ACTIVITY | Below this task are records; return each one exactly and omit its images.
*** TASK MATERIAL Section Begins ***
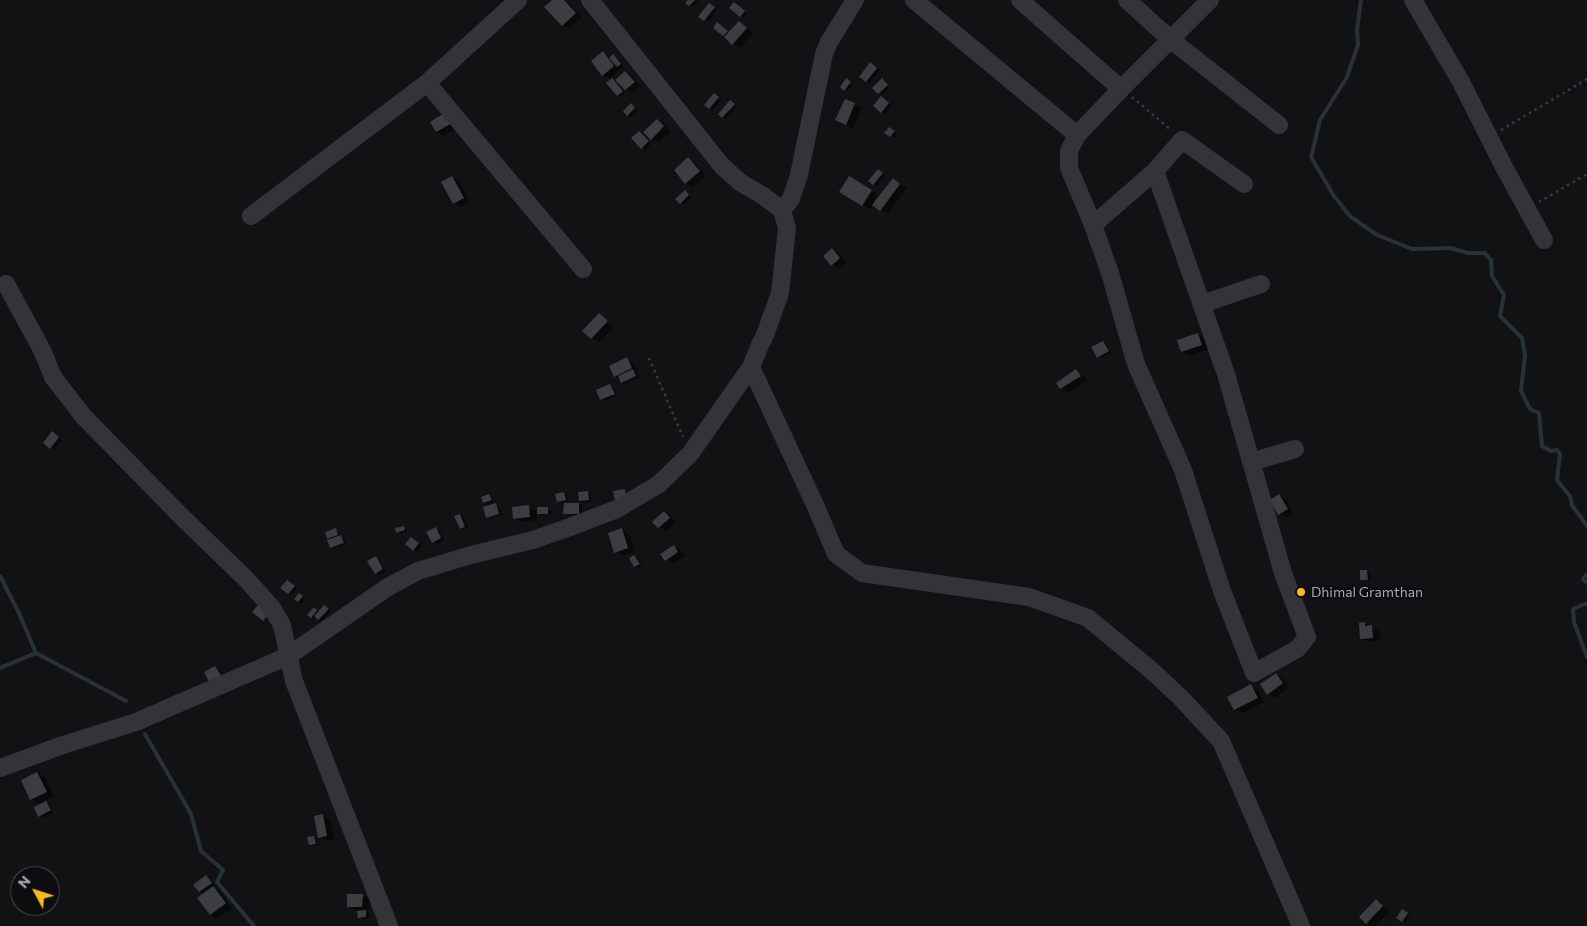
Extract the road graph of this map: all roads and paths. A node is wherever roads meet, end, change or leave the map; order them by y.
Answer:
1 (518, 0) edge
2 (590, 0) edge
3 (855, 0) edge
4 (914, 0) edge
5 (1020, 0) edge
6 (1127, 0) edge
7 (1210, 0) edge
8 (1413, 0) edge
9 (1170, 39) junction
10 (1587, 79) edge
11 (427, 83) junction
12 (1121, 89) junction
13 (1279, 125) dead end
14 (1077, 135) junction
15 (1489, 137) junction
16 (1182, 140) junction
17 (1155, 171) junction
18 (1587, 174) edge
19 (1244, 184) dead end
20 (1527, 209) junction
21 (782, 210) junction
22 (251, 216) dead end
23 (1093, 225) junction
24 (1544, 240) dead end
25 (583, 270) dead end
26 (6, 284) dead end
27 (1261, 284) dead end
28 (1202, 304) junction
29 (649, 358) dead end
30 (751, 367) junction
31 (1295, 449) dead end
32 (690, 454) junction
33 (1250, 462) junction
34 (288, 656) junction
35 (0, 768) edge
36 (389, 926) edge
37 (1301, 926) edge

1 - 11 street
2 - 21 street
3 - 21 street
4 - 14 street
5 - 12 street
6 - 9 street
7 - 9 street
8 - 15 street
9 - 12 street
9 - 13 street
10 - 15 path
11 - 22 street
11 - 25 street
12 - 14 street
12 - 16 path
14 - 23 street
15 - 20 street
16 - 17 street
16 - 19 street
17 - 23 street
17 - 28 street
18 - 20 path
20 - 24 street
21 - 30 street
23 - 33 street
26 - 34 street
27 - 28 street
28 - 33 street
29 - 32 path
30 - 32 street
30 - 37 street
31 - 33 street
32 - 34 street
34 - 35 street
34 - 36 street

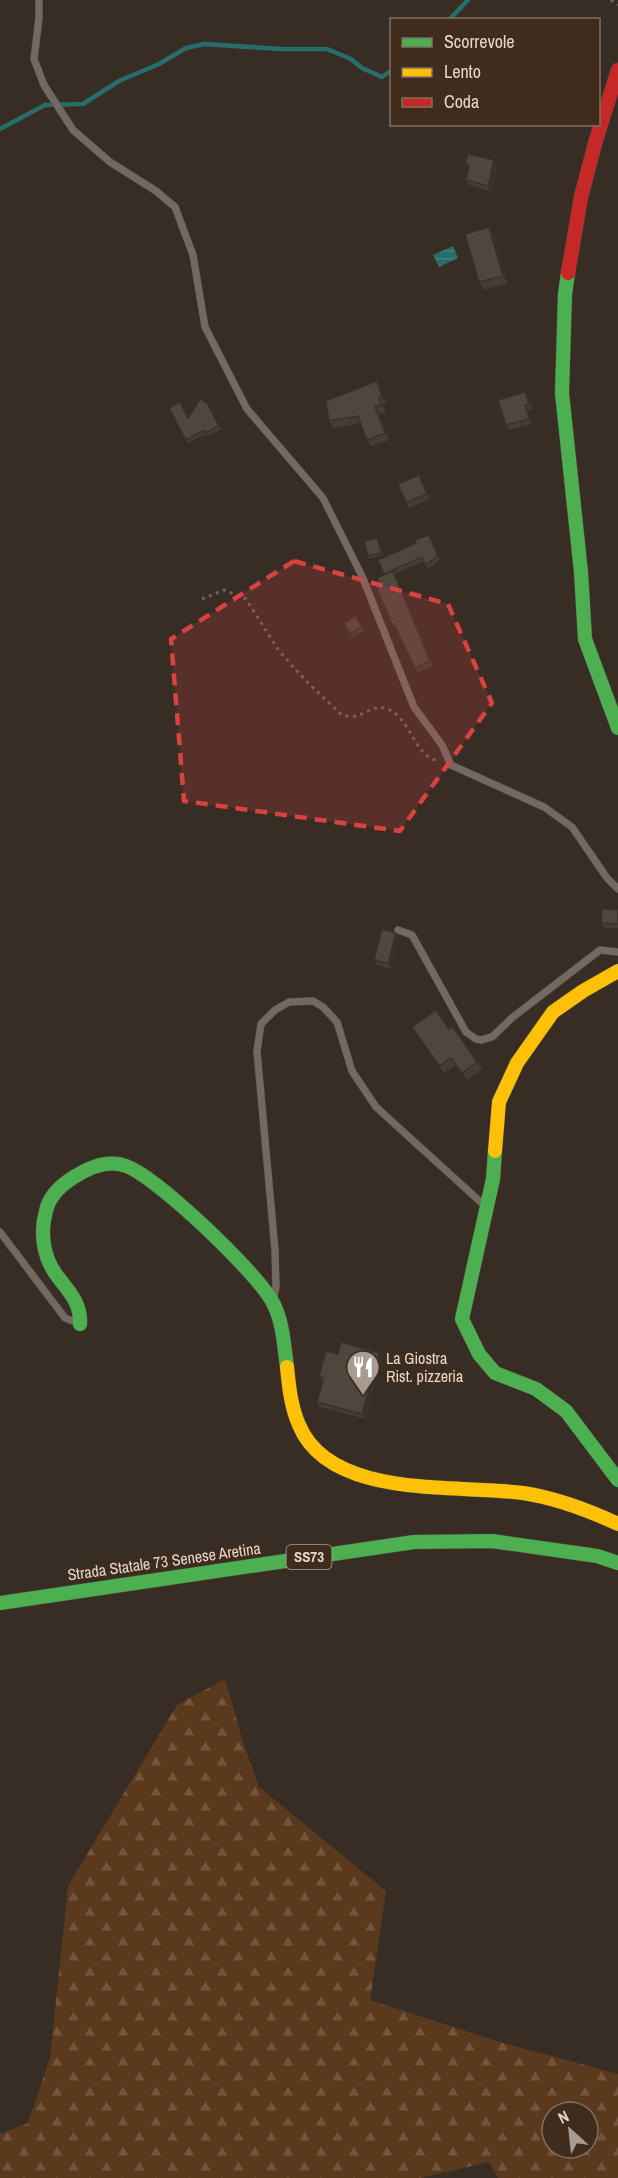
*** TASK MATERIAL Section Ends ***
SOLUTION FOR THIS PROBLEM |
Extract the road graph of this map: all roads and paths. A node is wherever roads meet, end, change or leave the map; order them by y.
Answer:
1 (518, 0) edge
2 (590, 0) edge
3 (855, 0) edge
4 (914, 0) edge
5 (1020, 0) edge
6 (1127, 0) edge
7 (1210, 0) edge
8 (1413, 0) edge
9 (1170, 39) junction
10 (1587, 79) edge
11 (427, 83) junction
12 (1121, 89) junction
13 (1279, 125) dead end
14 (1077, 135) junction
15 (1489, 137) junction
16 (1182, 140) junction
17 (1155, 171) junction
18 (1587, 174) edge
19 (1244, 184) dead end
20 (1527, 209) junction
21 (782, 210) junction
22 (251, 216) dead end
23 (1093, 225) junction
24 (1544, 240) dead end
25 (583, 270) dead end
26 (6, 284) dead end
27 (1261, 284) dead end
28 (1202, 304) junction
29 (649, 358) dead end
30 (751, 367) junction
31 (1295, 449) dead end
32 (690, 454) junction
33 (1250, 462) junction
34 (288, 656) junction
35 (0, 768) edge
36 (389, 926) edge
37 (1301, 926) edge

1 - 11 street
2 - 21 street
3 - 21 street
4 - 14 street
5 - 12 street
6 - 9 street
7 - 9 street
8 - 15 street
9 - 12 street
9 - 13 street
10 - 15 path
11 - 22 street
11 - 25 street
12 - 14 street
12 - 16 path
14 - 23 street
15 - 20 street
16 - 17 street
16 - 19 street
17 - 23 street
17 - 28 street
18 - 20 path
20 - 24 street
21 - 30 street
23 - 33 street
26 - 34 street
27 - 28 street
28 - 33 street
29 - 32 path
30 - 32 street
30 - 37 street
31 - 33 street
32 - 34 street
34 - 35 street
34 - 36 street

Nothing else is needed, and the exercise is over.